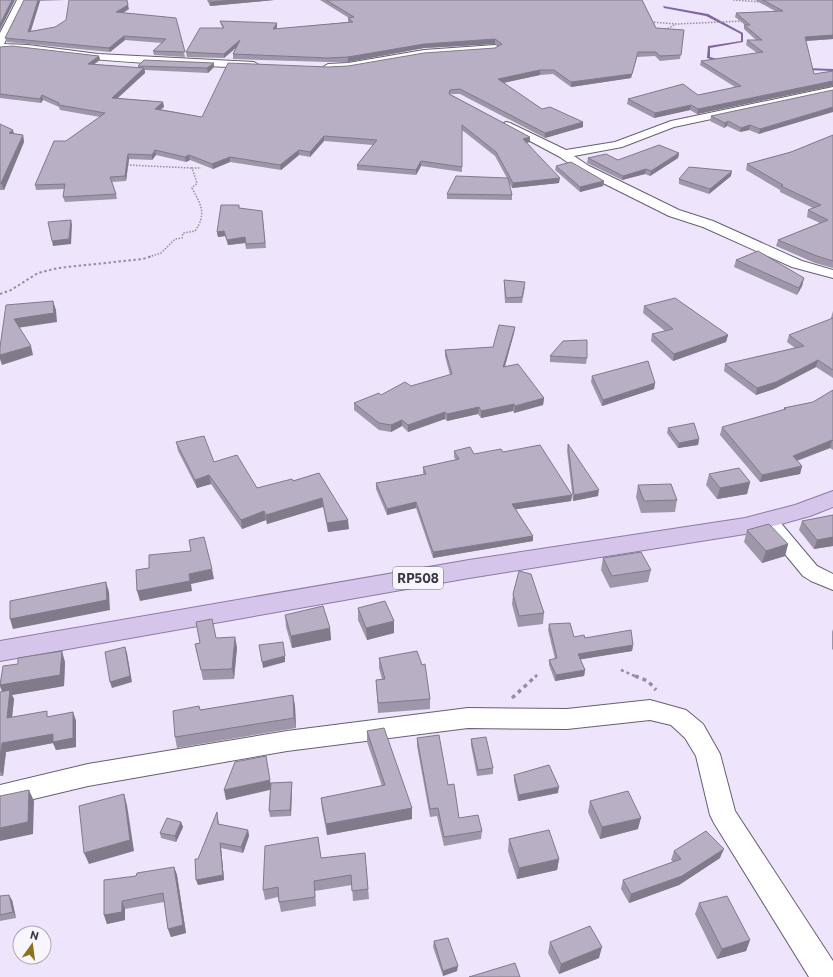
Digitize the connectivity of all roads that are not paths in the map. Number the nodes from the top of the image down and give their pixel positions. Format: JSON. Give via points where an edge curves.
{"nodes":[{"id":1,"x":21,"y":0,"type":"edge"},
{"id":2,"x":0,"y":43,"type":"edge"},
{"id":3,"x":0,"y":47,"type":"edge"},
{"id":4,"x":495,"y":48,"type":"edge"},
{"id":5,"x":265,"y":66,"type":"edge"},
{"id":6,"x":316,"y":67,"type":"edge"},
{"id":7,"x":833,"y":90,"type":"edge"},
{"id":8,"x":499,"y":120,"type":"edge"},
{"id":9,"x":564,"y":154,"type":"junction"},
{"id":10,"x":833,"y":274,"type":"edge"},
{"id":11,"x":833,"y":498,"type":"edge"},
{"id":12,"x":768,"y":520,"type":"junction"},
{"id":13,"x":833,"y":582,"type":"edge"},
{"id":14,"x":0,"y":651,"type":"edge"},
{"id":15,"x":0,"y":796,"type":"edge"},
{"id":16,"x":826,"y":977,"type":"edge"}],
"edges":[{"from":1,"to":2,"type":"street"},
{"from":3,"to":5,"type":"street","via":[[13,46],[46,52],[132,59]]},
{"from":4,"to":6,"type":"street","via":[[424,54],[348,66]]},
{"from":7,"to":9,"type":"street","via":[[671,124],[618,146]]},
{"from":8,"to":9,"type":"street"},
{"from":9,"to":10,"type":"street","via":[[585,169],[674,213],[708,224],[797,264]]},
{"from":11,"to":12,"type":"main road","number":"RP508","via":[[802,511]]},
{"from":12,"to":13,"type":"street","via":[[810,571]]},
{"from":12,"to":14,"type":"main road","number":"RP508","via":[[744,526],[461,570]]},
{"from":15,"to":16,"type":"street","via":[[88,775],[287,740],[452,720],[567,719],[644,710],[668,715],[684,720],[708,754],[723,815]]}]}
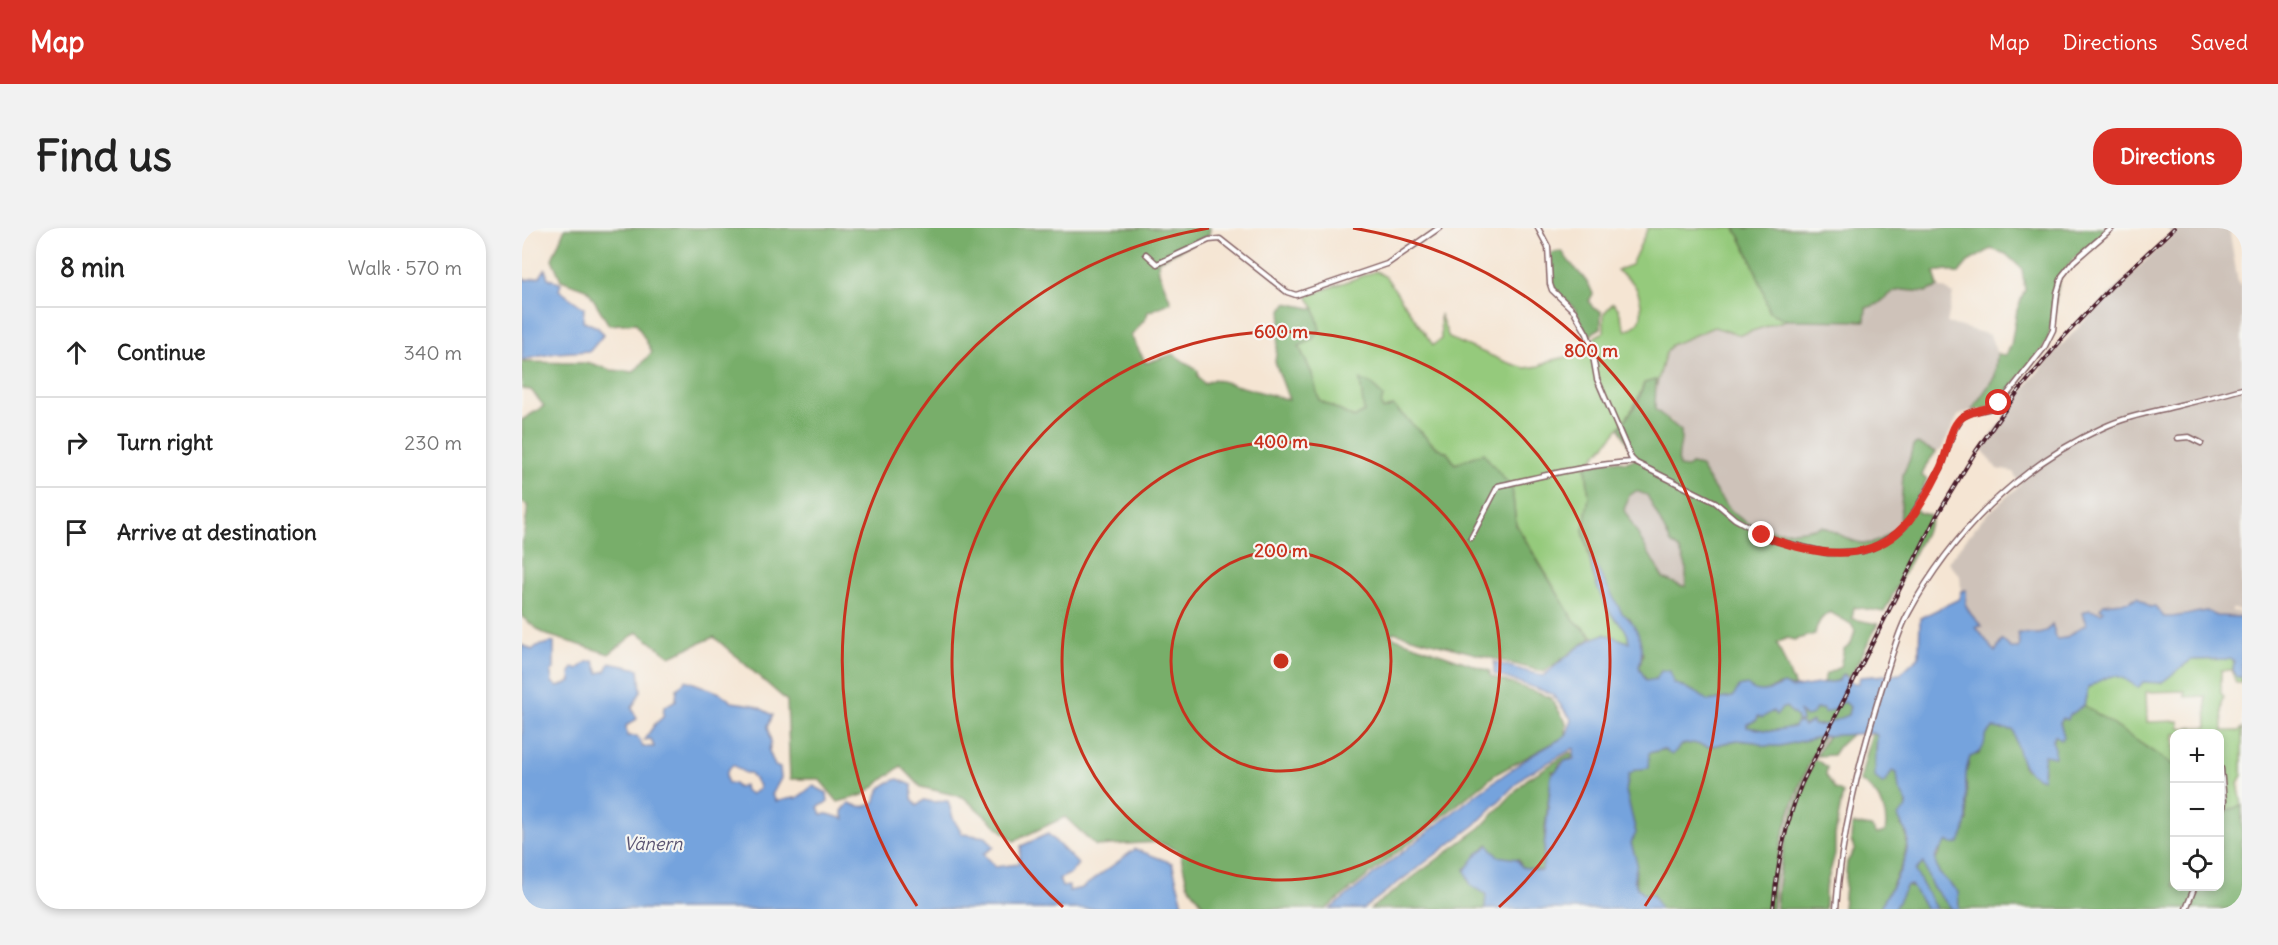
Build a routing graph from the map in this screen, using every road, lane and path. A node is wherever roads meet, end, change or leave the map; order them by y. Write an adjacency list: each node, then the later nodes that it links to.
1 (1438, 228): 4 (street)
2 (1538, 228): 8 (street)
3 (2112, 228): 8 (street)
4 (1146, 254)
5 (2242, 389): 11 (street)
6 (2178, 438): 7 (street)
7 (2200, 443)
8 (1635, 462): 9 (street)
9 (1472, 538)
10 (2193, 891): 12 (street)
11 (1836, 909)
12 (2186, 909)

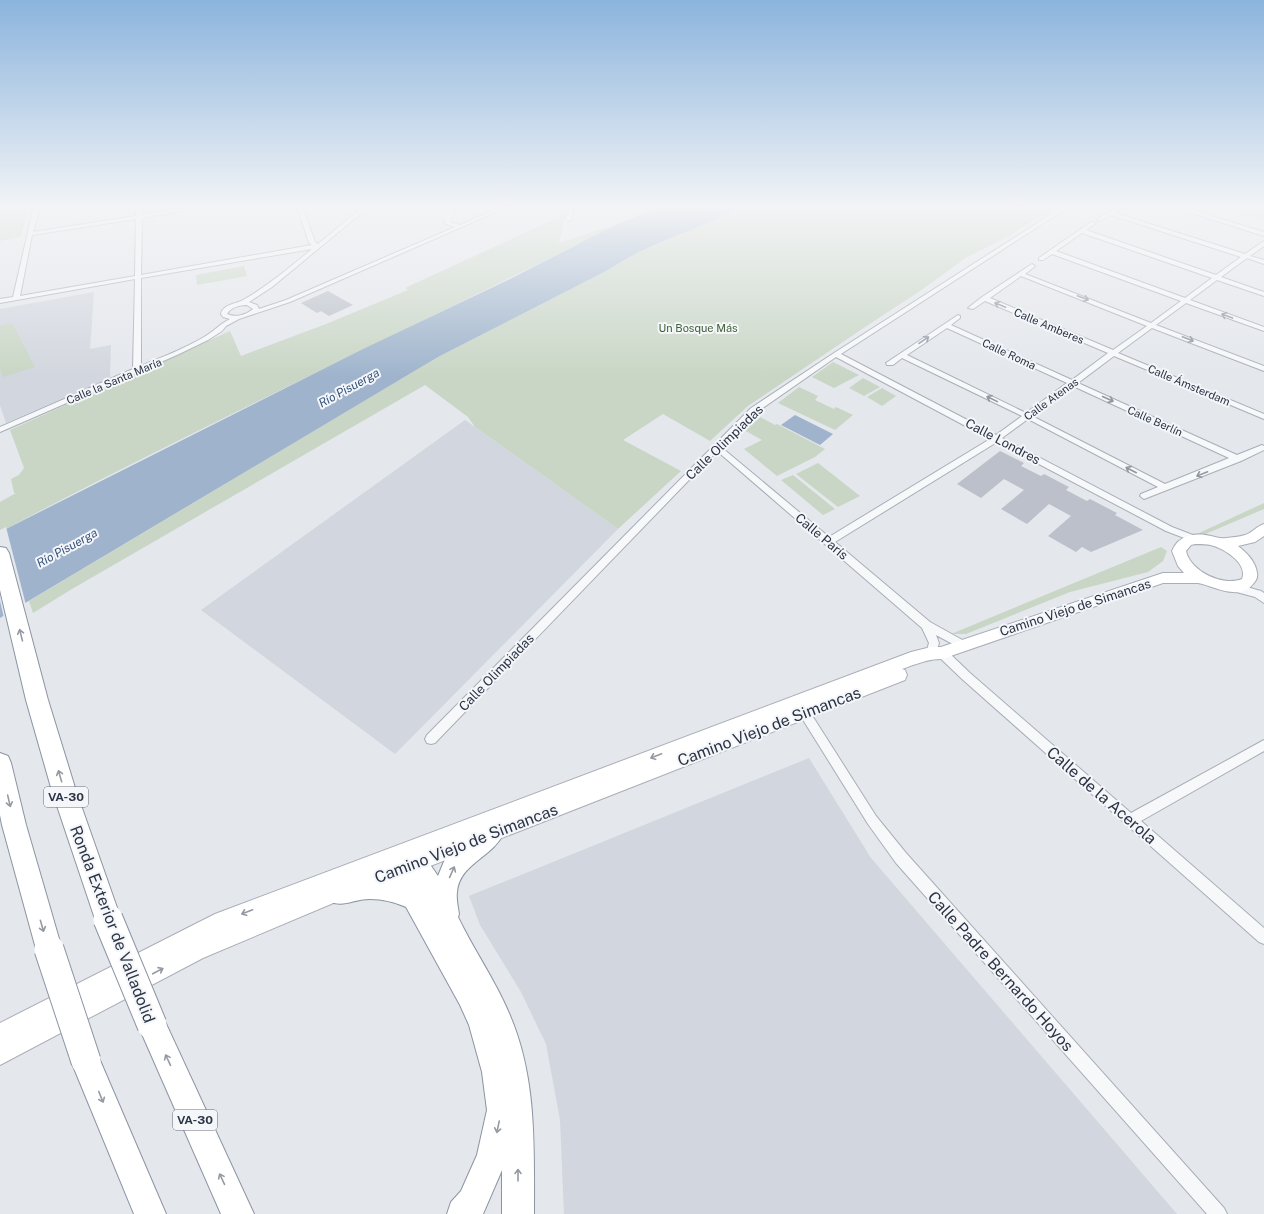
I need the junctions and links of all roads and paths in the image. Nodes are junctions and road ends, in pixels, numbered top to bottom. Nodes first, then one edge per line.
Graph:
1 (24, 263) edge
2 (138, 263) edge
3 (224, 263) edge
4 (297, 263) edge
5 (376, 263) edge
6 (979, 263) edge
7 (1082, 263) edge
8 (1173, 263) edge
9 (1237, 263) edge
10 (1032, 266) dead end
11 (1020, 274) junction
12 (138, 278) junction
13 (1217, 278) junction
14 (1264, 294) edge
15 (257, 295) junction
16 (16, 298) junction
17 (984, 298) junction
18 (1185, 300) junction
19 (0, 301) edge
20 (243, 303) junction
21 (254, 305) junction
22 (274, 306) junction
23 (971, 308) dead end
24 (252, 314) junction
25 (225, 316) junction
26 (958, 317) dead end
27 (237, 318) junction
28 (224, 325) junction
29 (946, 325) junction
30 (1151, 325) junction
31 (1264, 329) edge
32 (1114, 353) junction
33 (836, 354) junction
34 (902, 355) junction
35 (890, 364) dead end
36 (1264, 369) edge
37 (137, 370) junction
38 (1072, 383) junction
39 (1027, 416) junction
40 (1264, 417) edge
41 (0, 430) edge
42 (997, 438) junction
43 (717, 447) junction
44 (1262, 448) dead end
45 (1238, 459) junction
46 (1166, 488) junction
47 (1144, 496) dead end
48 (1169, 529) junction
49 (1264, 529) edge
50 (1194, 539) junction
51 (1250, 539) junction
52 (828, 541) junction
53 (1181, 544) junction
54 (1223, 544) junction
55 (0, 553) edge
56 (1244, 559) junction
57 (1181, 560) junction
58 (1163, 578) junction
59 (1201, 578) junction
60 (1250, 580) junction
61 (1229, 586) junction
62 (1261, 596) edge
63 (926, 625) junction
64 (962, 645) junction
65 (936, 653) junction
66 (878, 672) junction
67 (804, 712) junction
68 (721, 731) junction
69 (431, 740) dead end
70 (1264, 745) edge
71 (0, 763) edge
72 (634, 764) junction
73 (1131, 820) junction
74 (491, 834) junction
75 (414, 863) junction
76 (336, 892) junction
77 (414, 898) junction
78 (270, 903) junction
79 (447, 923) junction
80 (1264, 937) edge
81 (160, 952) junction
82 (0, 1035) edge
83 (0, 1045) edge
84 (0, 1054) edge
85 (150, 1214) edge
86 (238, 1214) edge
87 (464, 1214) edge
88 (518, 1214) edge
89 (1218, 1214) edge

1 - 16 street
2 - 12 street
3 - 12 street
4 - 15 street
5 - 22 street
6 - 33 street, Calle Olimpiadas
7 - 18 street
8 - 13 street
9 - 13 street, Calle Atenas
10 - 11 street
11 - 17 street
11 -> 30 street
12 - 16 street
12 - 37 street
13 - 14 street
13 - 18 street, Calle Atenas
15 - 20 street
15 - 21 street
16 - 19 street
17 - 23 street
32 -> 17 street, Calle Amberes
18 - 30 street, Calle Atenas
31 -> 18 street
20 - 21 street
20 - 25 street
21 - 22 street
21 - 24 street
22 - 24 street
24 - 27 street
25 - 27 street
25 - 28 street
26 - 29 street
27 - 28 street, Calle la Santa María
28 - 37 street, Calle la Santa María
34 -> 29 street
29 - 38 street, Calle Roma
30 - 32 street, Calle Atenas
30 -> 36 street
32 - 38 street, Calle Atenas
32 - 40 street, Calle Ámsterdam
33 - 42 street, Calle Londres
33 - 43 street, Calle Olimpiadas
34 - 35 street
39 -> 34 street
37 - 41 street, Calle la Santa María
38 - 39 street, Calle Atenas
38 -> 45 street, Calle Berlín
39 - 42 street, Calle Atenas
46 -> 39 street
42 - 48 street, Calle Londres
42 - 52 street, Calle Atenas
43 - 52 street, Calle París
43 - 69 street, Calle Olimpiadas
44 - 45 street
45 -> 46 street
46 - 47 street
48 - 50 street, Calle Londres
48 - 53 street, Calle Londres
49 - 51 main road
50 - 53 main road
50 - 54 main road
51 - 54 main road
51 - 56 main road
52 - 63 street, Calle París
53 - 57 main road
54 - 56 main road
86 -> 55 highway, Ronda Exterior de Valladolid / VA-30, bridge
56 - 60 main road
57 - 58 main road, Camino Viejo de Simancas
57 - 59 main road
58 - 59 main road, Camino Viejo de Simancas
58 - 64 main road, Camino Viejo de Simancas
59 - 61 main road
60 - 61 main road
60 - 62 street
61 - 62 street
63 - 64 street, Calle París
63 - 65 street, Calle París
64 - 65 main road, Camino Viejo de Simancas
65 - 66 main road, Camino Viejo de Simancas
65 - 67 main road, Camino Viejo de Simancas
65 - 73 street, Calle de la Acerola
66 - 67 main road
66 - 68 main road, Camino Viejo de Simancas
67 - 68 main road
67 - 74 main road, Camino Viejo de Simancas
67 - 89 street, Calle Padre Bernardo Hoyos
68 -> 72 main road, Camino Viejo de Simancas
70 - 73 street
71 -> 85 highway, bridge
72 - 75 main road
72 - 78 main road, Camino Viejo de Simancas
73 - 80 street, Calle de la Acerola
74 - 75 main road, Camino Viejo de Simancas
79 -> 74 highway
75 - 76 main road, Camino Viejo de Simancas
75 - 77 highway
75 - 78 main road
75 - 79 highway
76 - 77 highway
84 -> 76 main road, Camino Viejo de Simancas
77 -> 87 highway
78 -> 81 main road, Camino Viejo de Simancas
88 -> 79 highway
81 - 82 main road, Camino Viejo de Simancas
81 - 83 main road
···
* What is required *
Look through the listing above and copy each line where the string "Olimpiadas" occurs.

* Response below *
6 - 33 street, Calle Olimpiadas
33 - 43 street, Calle Olimpiadas
43 - 69 street, Calle Olimpiadas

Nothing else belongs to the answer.